- Born: Gary Robert Habermas^{[citation needed]} June 28, 1950 (age 76)^{[citation needed]} Detroit, Michigan, U.S.^{[citation needed]}

Academic background
- Alma mater: William Tyndale College (B.R.E., 1972)^{[citation needed]}; University of Detroit (M.A., 1973); Michigan State University (Ph.D., 1976)^{[citation needed]};
- Thesis: The Resurrection of Jesus: A Rational Inquiry (1976)

Academic work
- Discipline: Theology; philosophy; New Testament studies;
- School or tradition: Evangelicalism
- Institutions: Liberty University (since 1981);^{[citation needed]} William Tyndale College (1979–1981)^{[citation needed]}
- Main interests: Resurrection of Jesus
- Website: www.garyhabermas.com

= Gary Habermas =

American New Testament scholar (born 1950)

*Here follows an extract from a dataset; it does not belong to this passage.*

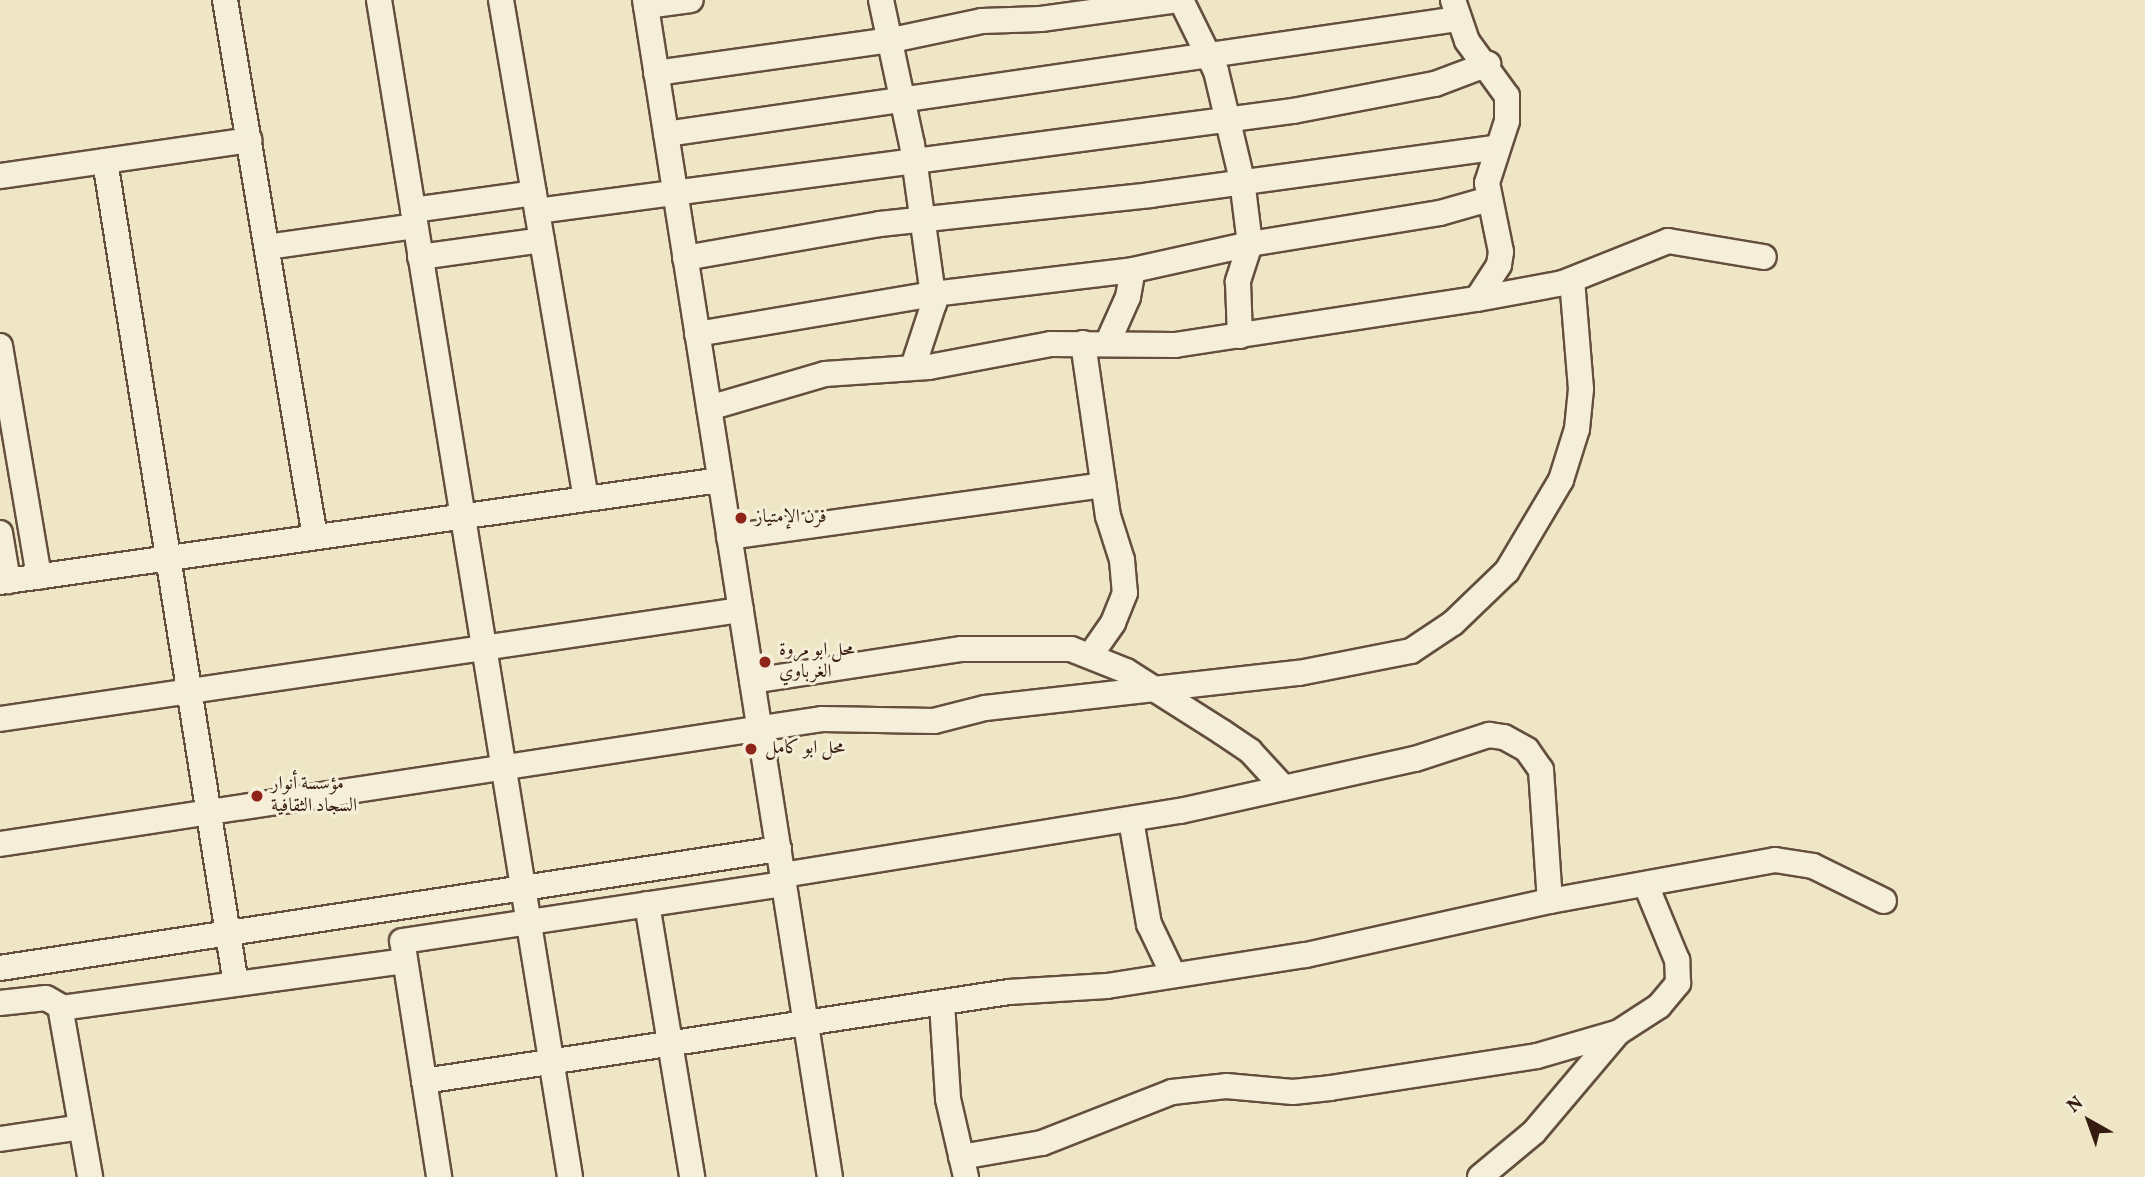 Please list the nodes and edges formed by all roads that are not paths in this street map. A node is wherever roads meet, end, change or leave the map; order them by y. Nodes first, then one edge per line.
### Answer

Gary Habermas (born June 28, 1950) is an American New Testament scholar and theologian who frequently writes and lectures on the resurrection of Jesus. As Habermas states, he "has specialized in cataloging and communicating trends among scholars in the field of historical Jesus and New Testament studies." As of August 2026, Habermas was a distinguished research professor of Apologetics and Philosophy, in the Liberty University School of Divinity, in Lynchburg, Virginia, and a former chair of the Philosophy Department there.

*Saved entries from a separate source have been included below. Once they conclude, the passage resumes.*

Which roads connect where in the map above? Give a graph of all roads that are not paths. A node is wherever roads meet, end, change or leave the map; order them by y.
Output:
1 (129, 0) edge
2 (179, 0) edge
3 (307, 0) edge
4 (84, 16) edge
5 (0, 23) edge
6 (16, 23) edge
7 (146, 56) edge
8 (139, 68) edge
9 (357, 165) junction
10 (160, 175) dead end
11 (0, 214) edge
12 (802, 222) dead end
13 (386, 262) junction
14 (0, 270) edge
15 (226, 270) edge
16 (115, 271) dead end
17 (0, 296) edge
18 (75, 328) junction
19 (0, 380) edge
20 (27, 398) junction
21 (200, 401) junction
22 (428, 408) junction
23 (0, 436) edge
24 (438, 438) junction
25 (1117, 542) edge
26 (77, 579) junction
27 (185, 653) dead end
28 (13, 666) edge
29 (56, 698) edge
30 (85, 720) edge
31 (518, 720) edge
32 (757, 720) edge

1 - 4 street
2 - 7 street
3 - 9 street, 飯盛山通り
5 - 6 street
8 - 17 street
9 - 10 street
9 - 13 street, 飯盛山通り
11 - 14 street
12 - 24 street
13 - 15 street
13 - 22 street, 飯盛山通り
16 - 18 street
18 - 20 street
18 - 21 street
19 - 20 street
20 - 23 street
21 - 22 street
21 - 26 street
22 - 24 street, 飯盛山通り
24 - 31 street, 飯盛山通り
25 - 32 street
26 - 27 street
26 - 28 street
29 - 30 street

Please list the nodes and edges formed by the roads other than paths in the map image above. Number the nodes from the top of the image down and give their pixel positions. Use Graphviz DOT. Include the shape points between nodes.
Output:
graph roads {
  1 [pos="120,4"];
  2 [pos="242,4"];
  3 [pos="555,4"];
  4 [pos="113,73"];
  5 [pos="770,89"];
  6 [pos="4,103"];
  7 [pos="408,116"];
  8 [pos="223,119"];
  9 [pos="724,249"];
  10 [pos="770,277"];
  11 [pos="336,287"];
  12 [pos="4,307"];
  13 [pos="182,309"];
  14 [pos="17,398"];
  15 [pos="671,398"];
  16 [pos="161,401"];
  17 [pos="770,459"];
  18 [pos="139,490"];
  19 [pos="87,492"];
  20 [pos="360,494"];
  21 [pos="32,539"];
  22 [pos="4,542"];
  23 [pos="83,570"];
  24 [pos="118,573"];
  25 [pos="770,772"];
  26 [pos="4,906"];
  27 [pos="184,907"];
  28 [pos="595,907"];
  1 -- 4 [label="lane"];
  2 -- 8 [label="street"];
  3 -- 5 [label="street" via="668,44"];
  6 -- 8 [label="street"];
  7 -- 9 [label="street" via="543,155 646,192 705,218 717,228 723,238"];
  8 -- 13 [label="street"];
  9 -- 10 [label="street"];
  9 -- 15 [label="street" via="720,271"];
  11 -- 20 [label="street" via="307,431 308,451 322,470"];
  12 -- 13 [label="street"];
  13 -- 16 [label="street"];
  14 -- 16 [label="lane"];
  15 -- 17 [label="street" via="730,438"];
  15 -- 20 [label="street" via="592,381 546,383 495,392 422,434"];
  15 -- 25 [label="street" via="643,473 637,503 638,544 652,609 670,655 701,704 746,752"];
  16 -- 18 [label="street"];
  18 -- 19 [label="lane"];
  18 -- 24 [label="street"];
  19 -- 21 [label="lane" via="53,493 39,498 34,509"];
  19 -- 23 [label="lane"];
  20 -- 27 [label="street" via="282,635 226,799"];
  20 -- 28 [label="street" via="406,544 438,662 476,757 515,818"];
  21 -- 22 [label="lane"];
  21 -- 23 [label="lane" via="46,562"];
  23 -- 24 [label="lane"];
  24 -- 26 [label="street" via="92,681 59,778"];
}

==Early life and education==

Habermas was born Gary Robert Habermas on June 28, 1950 in Detroit, Michigan.

Habermas earned a master's degree from the University of Detroit in philosophical theology in 1973. He received his Doctor of Philosophy degree in interdisciplinary studies from Michigan State University in 1976; his thesis was titled, "The Resurrection of Jesus: A Rational inquiry".

==Career==
As of August 2026, Habermas was a Distinguished Research Professor of Apologetics and Philosophy, in the Liberty University School of Divinity, in Lynchburg, Virginia. He has in past been the Chairman of the Department of Philosophy there.

As Habermas states in his biographical sketch at The Veritas Forum, he "has specialized in cataloging and communicating trends among scholars in the field of historical Jesus and New Testament studies."

Habermas is the creator of the "minimal facts argument," an apologetic method that uses what Habermas has claimed are widely accepted assumptions about Jesus to advocate for the historicity of his resurrection. In 2016, Habermas described the relevant "minimal facts" as those recognized by "the vast majority of even critical scholars".

==Reception==
In his memoir Seeking Allah, Finding Jesus, Nabeel Qureshi relates how Habermas was influential in his conversion to Christianity, and describes him as looking like "a mix between Santa Claus and an offensive lineman".

==Personal life==
Habermas formerly coached the Liberty Flames club hockey team for 9 years.

==Works==
===Books===
- "Did Jesus Rise from the Dead? The Resurrection Debate" (1987)
- "Dealing With Doubt" (1990)
- "The Shroud and the Controversy" (1990)
- "Ancient Evidence for the Life of Jesus: Historical Records of His Death and Resurrection" (1984)
- "The Historical Jesus: Ancient Evidence for the Life of Christ" (1996)
- "The Thomas Factor: Using Your Doubts to Draw Closer to God" (1999)
- "The Risen Jesus & Future Hope" (2003)
- "Beyond Death: Exploring the Evidence for Immortality" (2004)
- "The Case for the Resurrection of Jesus" (2004)
- "Resurrected?: An Atheist and Theist Dialogue" (2005)
- "What's Good about Feeling Bad?: Finding Purpose and a Path through Your Pain" (2008)
- Baggett, David (2009). "A Conversation with Gary Habermas and Antony Flew: Did the Resurrection Happen?"
- "Why is God Ignoring Me?" (2010)

===Edited by===
- Habermas, Gary R. (1997). "In Defence of Miracles: a comprehensive case for God's action in history"
- Habermas, Gary R. (2008). "C.S. Lewis as Philosopher: truth, goodness and beauty"
- Habermas, Gary R. (2010). "Memories of Jesus: a critical appraisal of James D.G. Dunn's Jesus remembered"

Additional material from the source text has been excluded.